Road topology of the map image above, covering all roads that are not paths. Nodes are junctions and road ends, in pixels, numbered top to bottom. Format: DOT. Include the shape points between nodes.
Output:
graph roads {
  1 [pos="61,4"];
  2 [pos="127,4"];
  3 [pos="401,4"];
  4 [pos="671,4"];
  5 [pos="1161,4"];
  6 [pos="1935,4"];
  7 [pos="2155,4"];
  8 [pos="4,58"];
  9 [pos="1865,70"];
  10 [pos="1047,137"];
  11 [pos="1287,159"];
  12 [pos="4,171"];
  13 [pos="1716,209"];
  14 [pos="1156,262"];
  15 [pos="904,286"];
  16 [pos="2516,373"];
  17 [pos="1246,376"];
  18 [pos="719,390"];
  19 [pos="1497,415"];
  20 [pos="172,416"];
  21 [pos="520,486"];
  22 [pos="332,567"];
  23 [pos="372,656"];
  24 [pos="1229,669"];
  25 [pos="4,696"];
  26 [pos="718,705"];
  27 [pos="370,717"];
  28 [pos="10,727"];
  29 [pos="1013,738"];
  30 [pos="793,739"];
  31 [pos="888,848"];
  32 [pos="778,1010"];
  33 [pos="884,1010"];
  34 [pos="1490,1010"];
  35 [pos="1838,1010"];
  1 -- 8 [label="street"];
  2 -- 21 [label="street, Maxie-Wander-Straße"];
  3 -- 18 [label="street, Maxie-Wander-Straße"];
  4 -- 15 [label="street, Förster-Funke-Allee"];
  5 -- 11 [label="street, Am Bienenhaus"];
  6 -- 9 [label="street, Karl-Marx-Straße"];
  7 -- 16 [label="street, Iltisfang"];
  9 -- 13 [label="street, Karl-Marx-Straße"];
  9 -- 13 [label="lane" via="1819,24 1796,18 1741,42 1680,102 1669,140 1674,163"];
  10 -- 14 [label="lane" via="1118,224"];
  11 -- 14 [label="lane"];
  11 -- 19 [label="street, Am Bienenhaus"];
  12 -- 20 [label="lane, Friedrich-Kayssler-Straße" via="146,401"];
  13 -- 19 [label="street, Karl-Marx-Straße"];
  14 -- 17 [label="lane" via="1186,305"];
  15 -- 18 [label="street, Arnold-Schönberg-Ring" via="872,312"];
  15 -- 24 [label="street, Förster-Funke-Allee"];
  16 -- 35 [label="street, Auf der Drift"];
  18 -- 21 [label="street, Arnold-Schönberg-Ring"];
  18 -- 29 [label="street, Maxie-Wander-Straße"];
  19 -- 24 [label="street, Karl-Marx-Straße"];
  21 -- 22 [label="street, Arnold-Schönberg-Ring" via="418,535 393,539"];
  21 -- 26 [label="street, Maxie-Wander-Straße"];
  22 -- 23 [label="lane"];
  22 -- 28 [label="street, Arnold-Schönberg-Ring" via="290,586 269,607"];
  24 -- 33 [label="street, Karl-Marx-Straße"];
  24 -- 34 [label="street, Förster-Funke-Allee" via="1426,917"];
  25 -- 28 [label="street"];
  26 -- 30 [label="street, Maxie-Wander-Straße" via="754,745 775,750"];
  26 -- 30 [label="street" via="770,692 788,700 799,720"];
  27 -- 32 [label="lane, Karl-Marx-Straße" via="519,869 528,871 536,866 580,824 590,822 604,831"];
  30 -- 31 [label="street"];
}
....
# Exercise prompt
Every entry should be transcribed exactly, with nothing omitted.

# Finished exercise
Road topology of the map image above, covering all roads that are not paths. Nodes are junctions and road ends, in pixels, numbered top to bottom. Format: DOT. Include the shape points between nodes.
Output:
graph roads {
  1 [pos="61,4"];
  2 [pos="127,4"];
  3 [pos="401,4"];
  4 [pos="671,4"];
  5 [pos="1161,4"];
  6 [pos="1935,4"];
  7 [pos="2155,4"];
  8 [pos="4,58"];
  9 [pos="1865,70"];
  10 [pos="1047,137"];
  11 [pos="1287,159"];
  12 [pos="4,171"];
  13 [pos="1716,209"];
  14 [pos="1156,262"];
  15 [pos="904,286"];
  16 [pos="2516,373"];
  17 [pos="1246,376"];
  18 [pos="719,390"];
  19 [pos="1497,415"];
  20 [pos="172,416"];
  21 [pos="520,486"];
  22 [pos="332,567"];
  23 [pos="372,656"];
  24 [pos="1229,669"];
  25 [pos="4,696"];
  26 [pos="718,705"];
  27 [pos="370,717"];
  28 [pos="10,727"];
  29 [pos="1013,738"];
  30 [pos="793,739"];
  31 [pos="888,848"];
  32 [pos="778,1010"];
  33 [pos="884,1010"];
  34 [pos="1490,1010"];
  35 [pos="1838,1010"];
  1 -- 8 [label="street"];
  2 -- 21 [label="street, Maxie-Wander-Straße"];
  3 -- 18 [label="street, Maxie-Wander-Straße"];
  4 -- 15 [label="street, Förster-Funke-Allee"];
  5 -- 11 [label="street, Am Bienenhaus"];
  6 -- 9 [label="street, Karl-Marx-Straße"];
  7 -- 16 [label="street, Iltisfang"];
  9 -- 13 [label="street, Karl-Marx-Straße"];
  9 -- 13 [label="lane" via="1819,24 1796,18 1741,42 1680,102 1669,140 1674,163"];
  10 -- 14 [label="lane" via="1118,224"];
  11 -- 14 [label="lane"];
  11 -- 19 [label="street, Am Bienenhaus"];
  12 -- 20 [label="lane, Friedrich-Kayssler-Straße" via="146,401"];
  13 -- 19 [label="street, Karl-Marx-Straße"];
  14 -- 17 [label="lane" via="1186,305"];
  15 -- 18 [label="street, Arnold-Schönberg-Ring" via="872,312"];
  15 -- 24 [label="street, Förster-Funke-Allee"];
  16 -- 35 [label="street, Auf der Drift"];
  18 -- 21 [label="street, Arnold-Schönberg-Ring"];
  18 -- 29 [label="street, Maxie-Wander-Straße"];
  19 -- 24 [label="street, Karl-Marx-Straße"];
  21 -- 22 [label="street, Arnold-Schönberg-Ring" via="418,535 393,539"];
  21 -- 26 [label="street, Maxie-Wander-Straße"];
  22 -- 23 [label="lane"];
  22 -- 28 [label="street, Arnold-Schönberg-Ring" via="290,586 269,607"];
  24 -- 33 [label="street, Karl-Marx-Straße"];
  24 -- 34 [label="street, Förster-Funke-Allee" via="1426,917"];
  25 -- 28 [label="street"];
  26 -- 30 [label="street, Maxie-Wander-Straße" via="754,745 775,750"];
  26 -- 30 [label="street" via="770,692 788,700 799,720"];
  27 -- 32 [label="lane, Karl-Marx-Straße" via="519,869 528,871 536,866 580,824 590,822 604,831"];
  30 -- 31 [label="street"];
}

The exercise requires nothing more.